Archives for October 2021

One of HBR’s 10 must reads 2023: Drive innovation with better decision-making

Photo of a lightbulb by Diego PH on Unsplash

***This article has been selected for HBR’s 10 Must Reads 2023: The Definitive Management Ideas of the Year from Harvard Business Review – coming in October!***

Don’t let old habits undermine your organization’s creativity.
By Linda A. Hill, Emily Tedards, and Taran Swan
in Harvard Business Review

Despite their embrace of agile methods, many firms striving to innovate are struggling to produce breakthrough ideas.

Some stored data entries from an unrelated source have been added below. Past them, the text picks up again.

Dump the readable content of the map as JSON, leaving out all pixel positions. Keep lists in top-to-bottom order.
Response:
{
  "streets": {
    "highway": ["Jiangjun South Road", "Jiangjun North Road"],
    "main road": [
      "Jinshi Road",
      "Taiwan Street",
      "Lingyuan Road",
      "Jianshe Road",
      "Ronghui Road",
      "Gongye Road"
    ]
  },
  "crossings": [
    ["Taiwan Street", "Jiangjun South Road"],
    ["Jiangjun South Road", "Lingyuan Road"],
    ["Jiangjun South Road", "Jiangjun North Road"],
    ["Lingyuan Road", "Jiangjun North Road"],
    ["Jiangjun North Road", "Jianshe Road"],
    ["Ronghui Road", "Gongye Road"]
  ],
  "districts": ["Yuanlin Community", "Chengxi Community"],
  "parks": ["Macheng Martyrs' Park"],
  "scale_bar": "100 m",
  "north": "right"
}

A key culprit is an outdated, inefficient approach to decision-making.

Today’s discovery-driven innovation processes involve an unprecedented number of choices, from which ideas to pursue to countless decisions about how to conduct experiments, what data to collect, and so on. But these choices are often made too slowly and informed by obsolete information and narrow perspectives.

To align their decision-making processes with agile approaches, businesses need to include diverse points of view, clarify decision rights, match the cadence of decisions to the pace of learning, and encourage candid conflict in service of a better experience for the end customer. Only then will all that rapid experimentation pay off.

In the November-December 2021 edition of Harvard Business Review, co-authors Linda A. Hill, Emily Tedards, and Taran Swan suggest best practices for these interventions, drawing on the story of the transformation at Pfizer’s Global Clinical Supply, which would go on to play a critical role supporting the rapid development of the pharma giant’s Covid vaccine.

About the authors

  • Linda A. Hill is a founding partner at Paradox Strategies and the Wallace Brett Donham Professor of Business Administration at Harvard Business School. She is author of Becoming a Manager and coauthor of Being the Boss and Collective Genius.
  • Emily Tedards is a research associate at Harvard Business School.
  • Taran Swan is a managing partner at Paradox Strategies.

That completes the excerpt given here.